The view from your windows can get a bit boring, but the comforts of home are always welcome — so why not keep the home but change the scenery? ESCAPE crafts luxurious, eco-friendly homes you can take anywhere.
The phrase “tiny house” might conjure up images of cramped spaces and outdated or uninspired design, but ESCAPE homes are none of these things. Each unit could hold its own on a windswept cliff overlooking the roaring Pacific Ocean or a high-end neighborhood. And, despite their small footprints, the interiors feel spacious, bright, and open.
ESCAPE has been making dream homes a reality for 25 years from their headquarters in Rice Lake, Wisconsin. Each house is meticulously crafted and ready to withstand the coldest temperatures or the hottest desert ‘scape — and look damn good while doing it. The company teamed up with SALA architects to conjure up award-winning designs with modern lines or traditional layouts complete with dormers and window boxes.
Each home has picture windows, full-size kitchens, roomy bathrooms (hell, even with jet tubs if you like), washer/dryers, first-floor bedrooms, wall-mounted TVs, incredible amounts of storage, heating and air conditioning, and LED lighting. You can also go off the grid with solar panels and gray water recycling systems. Thanks to the Low-E, argon-filled thermopane windows and closed cell insulation, these bad boys are remarkably energy efficient.
Custom trailers let you can take your home on the road. Each one comes with leveling jacks, electric breaks, and a breakaway safety system (just in case).
The real fun is getting to personalize your home as much as you like. Want a composting toilet? You got it. Instead of a full-size convection oven, you can choose a small cooktop. Prefer a shower instead of a tub? Done. Want to add or subtract some windows? Easy. Make things even more cozy with a fireplace. Choose stone countertops or butcher block for your kitchen. ESCAPE can also include furniture, like a built-in love seat that folds out into a bed. You get to make it entirely yours.
And there is a lot of room to customize. The One XL, for example, is 30 feet long with 11-foot ceilings. The tall windows flood the natural pine walls with light, giving it a sense of calm and space. If you want something on the smaller side, maybe for just weekend trips, they’ve got you covered with the Vista. It’s 175 square feet of living space still has a kitchen, bathroom, queen-size bed, and dining space.
Exteriors are just as elegant as the interior. You’ve got treated cedar planks and weathered steel accent panels on the outside of models like the Traveler XL. Or, if you’re a fan of Japanese aesthetics, check out the One. Its exterior is made using an ancient Japanese technique called shou sugi ban; the charred cedar results in a naturally preserved wood that lasts a long time — something like 40 years — and is fire-resistant. Plus, it turns the outside of the home into a timeless work of art.

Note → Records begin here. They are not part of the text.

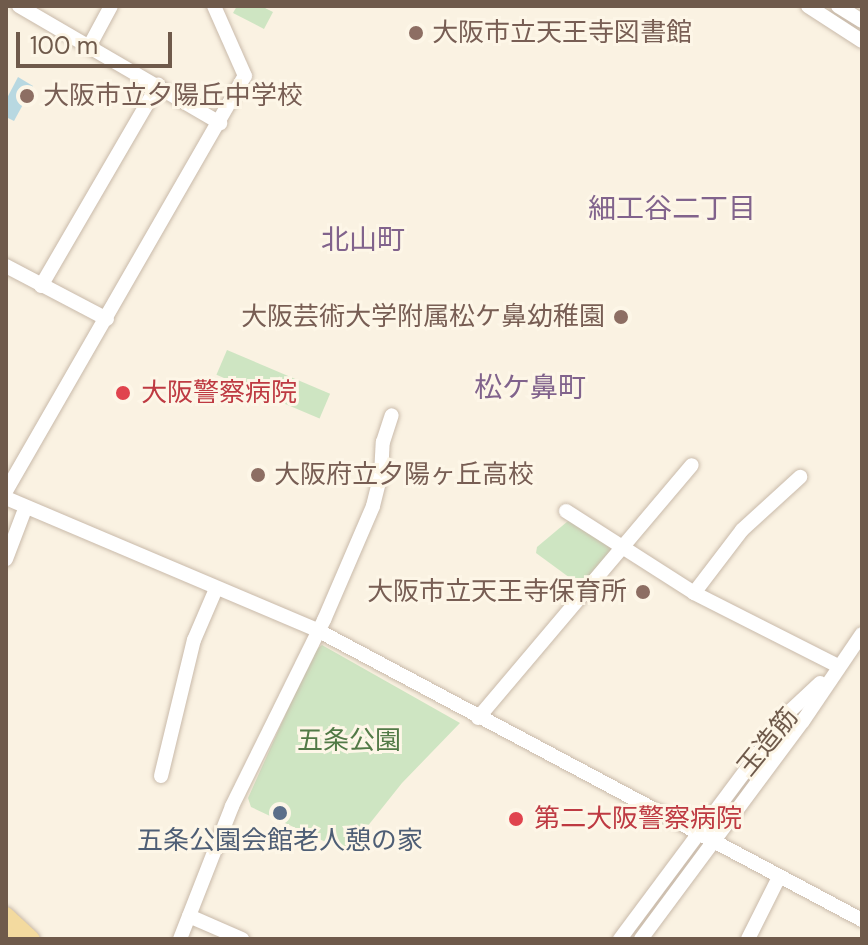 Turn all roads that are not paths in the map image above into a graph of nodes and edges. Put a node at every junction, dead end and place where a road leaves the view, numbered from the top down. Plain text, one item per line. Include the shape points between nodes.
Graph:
1 (19, 6) edge
2 (111, 6) edge
3 (214, 6) edge
4 (808, 6) edge
5 (838, 6) edge
6 (862, 21) edge
7 (862, 41) edge
8 (90, 45) junction
9 (158, 85) junction
10 (220, 123) junction
11 (6, 266) edge
12 (41, 286) junction
13 (107, 319) junction
14 (392, 415) dead end
15 (692, 465) dead end
16 (800, 477) dead end
17 (6, 491) edge
18 (6, 498) edge
19 (25, 509) junction
20 (566, 511) dead end
21 (622, 546) junction
22 (6, 559) edge
23 (216, 589) junction
24 (694, 593) junction
25 (317, 630) junction
26 (862, 634) edge
27 (838, 666) junction
28 (478, 718) junction
29 (161, 776) dead end
30 (696, 835) junction
31 (712, 843) junction
32 (779, 877) junction
33 (6, 915) edge
34 (189, 916) junction
35 (862, 920) edge
36 (6, 934) edge
37 (12, 939) edge
38 (32, 939) edge
39 (180, 939) edge
40 (242, 939) edge
41 (620, 939) edge
42 (641, 939) edge
43 (748, 939) edge

1 - 8 street
2 - 8 street
3 - 10 street via 245,76
4 - 7 street
5 - 6 street
8 - 9 street
9 - 10 street
9 - 12 street
10 - 13 street
11 - 12 street
12 - 13 street
13 - 17 street
14 - 25 street via 373,506
15 - 21 street
16 - 24 street via 742,530
18 - 19 street
19 - 22 street
19 - 23 street
20 - 21 street
21 - 24 street
21 - 28 street
23 - 25 street
23 - 29 street via 194,640
24 - 27 street
25 - 28 street
25 - 34 street via 232,806
26 - 27 street, 玉造筋
27 - 30 street, 玉造筋 via 790,711
27 - 31 street, 玉造筋
28 - 30 street
30 - 31 street
30 - 41 street, 玉造筋
31 - 32 street
31 - 42 street, 玉造筋
32 - 35 street
32 - 43 street
33 - 38 main road
34 - 39 street
34 - 40 street
36 - 37 main road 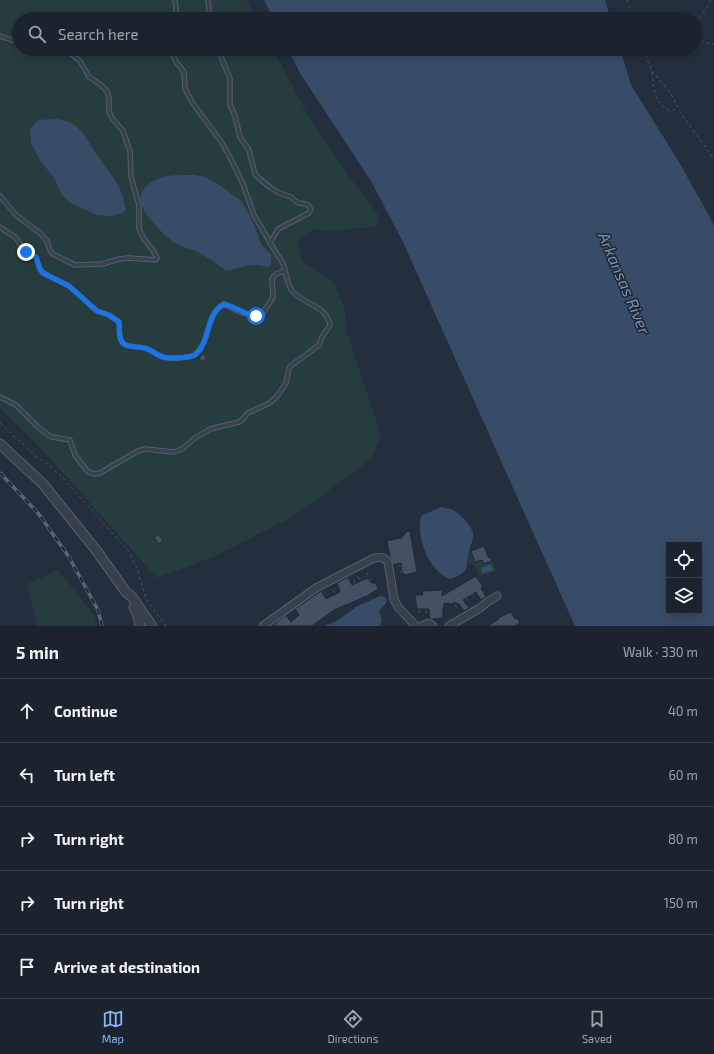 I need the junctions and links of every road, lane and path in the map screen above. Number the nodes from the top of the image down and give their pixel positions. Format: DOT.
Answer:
graph roads {
  1 [pos="175,0"];
  2 [pos="208,0"];
  3 [pos="627,0"];
  4 [pos="711,0"];
  5 [pos="176,12"];
  6 [pos="209,12"];
  7 [pos="631,12"];
  8 [pos="702,15"];
  9 [pos="0,36"];
  10 [pos="12,40"];
  11 [pos="702,41"];
  12 [pos="714,44"];
  13 [pos="73,56"];
  14 [pos="174,56"];
  15 [pos="221,56"];
  16 [pos="646,56"];
  17 [pos="652,72"];
  18 [pos="678,108"];
  19 [pos="714,159"];
  20 [pos="0,196"];
  21 [pos="0,227"];
  22 [pos="270,243"];
  23 [pos="284,271"];
  24 [pos="0,397"];
  25 [pos="0,423"];
  26 [pos="0,444"];
  27 [pos="402,551"];
  28 [pos="396,552"];
  29 [pos="401,557"];
  30 [pos="398,558"];
  31 [pos="405,564"];
  32 [pos="398,566"];
  33 [pos="400,572"];
  34 [pos="402,572"];
  35 [pos="367,573"];
  36 [pos="358,577"];
  37 [pos="354,580"];
  38 [pos="363,581"];
  39 [pos="349,582"];
  40 [pos="371,582"];
  41 [pos="355,584"];
  42 [pos="343,585"];
  43 [pos="350,586"];
  44 [pos="344,588"];
  45 [pos="333,590"];
  46 [pos="478,591"];
  47 [pos="126,592"];
  48 [pos="471,593"];
  49 [pos="335,594"];
  50 [pos="480,594"];
  51 [pos="497,596"];
  52 [pos="322,597"];
  53 [pos="474,597"];
  54 [pos="466,598"];
  55 [pos="324,600"];
  56 [pos="317,601"];
  57 [pos="468,601"];
  58 [pos="461,602"];
  59 [pos="311,604"];
  60 [pos="319,604"];
  61 [pos="463,604"];
  62 [pos="455,605"];
  63 [pos="313,607"];
  64 [pos="306,608"];
  65 [pos="457,608"];
  66 [pos="432,609"];
  67 [pos="439,609"];
  68 [pos="420,610"];
  69 [pos="426,610"];
  70 [pos="300,612"];
  71 [pos="432,612"];
  72 [pos="439,612"];
  73 [pos="426,613"];
  74 [pos="309,614"];
  75 [pos="420,614"];
  76 [pos="302,615"];
  77 [pos="288,620"];
  78 [pos="290,622"];
  79 [pos="283,624"];
  80 [pos="140,626"];
  81 [pos="152,626"];
  82 [pos="166,626"];
  83 [pos="263,626"];
  84 [pos="285,626"];
  85 [pos="416,626"];
  86 [pos="421,626"];
  87 [pos="433,626"];
  88 [pos="449,626"];
  1 -- 5 [label="lane"];
  2 -- 6 [label="lane"];
  3 -- 7 [label="path"];
  4 -- 8 [label="path"];
  9 -- 10 [label="lane"];
  11 -- 12 [label="path"];
  13 -- 20 [label="lane"];
  14 -- 22 [label="lane"];
  15 -- 22 [label="lane"];
  16 -- 17 [label="path"];
  17 -- 18 [label="path"];
  17 -- 18 [label="path"];
  18 -- 19 [label="path"];
  21 -- 23 [label="lane"];
  22 -- 23 [label="lane"];
  23 -- 24 [label="lane"];
  25 -- 82 [label="path"];
  26 -- 47 [label="street"];
  27 -- 28 [label="path"];
  29 -- 30 [label="path"];
  31 -- 32 [label="path"];
  33 -- 34 [label="path"];
  35 -- 40 [label="path"];
  36 -- 38 [label="path"];
  37 -- 41 [label="path"];
  39 -- 43 [label="path"];
  42 -- 44 [label="path"];
  45 -- 49 [label="path"];
  46 -- 50 [label="path"];
  47 -- 80 [label="street"];
  47 -- 81 [label="street"];
  48 -- 53 [label="path"];
  51 -- 88 [label="street"];
  52 -- 55 [label="path"];
  54 -- 57 [label="path"];
  56 -- 60 [label="path"];
  58 -- 61 [label="path"];
  59 -- 63 [label="path"];
  62 -- 65 [label="path"];
  64 -- 74 [label="path"];
  66 -- 71 [label="path"];
  67 -- 72 [label="path"];
  68 -- 75 [label="path"];
  69 -- 73 [label="path"];
  70 -- 76 [label="path"];
  77 -- 78 [label="path"];
  79 -- 84 [label="path"];
  83 -- 85 [label="street"];
  86 -- 87 [label="street"];
}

And, in July 2018, ESCAPE introduced its very first mobile tiny house with a porch, expanding the dimensions The 8-foot by 7.5-foot porch connects to the main living area of the traditional ESCAPE via a six-foot-wide sliding door, creating not only a great space to enjoy the outdoors while remaining mosquito-free, but also plenty of extra natural light.
“It offers so much space in such a small package,” said ESCAPE Homes founder Dan Dobrowolski in a statement. “The screened porch draws the outdoors in and offers countless options for additional living.”
Also new to the porch edition: fold-down stairs with five-inch treads that provide easy access to a sleeping deck above the porch. Another upper loft can be connected by a new walkway option on the second level for even more storage or sleeping space.
Some people have chosen to use the ESCAPE houses for offices, playrooms, or even a retail location they can take with them. The guys at ESCAPE are deeply passionate about creating the exact space you want. You never have to leave home to have the adventure of a lifetime.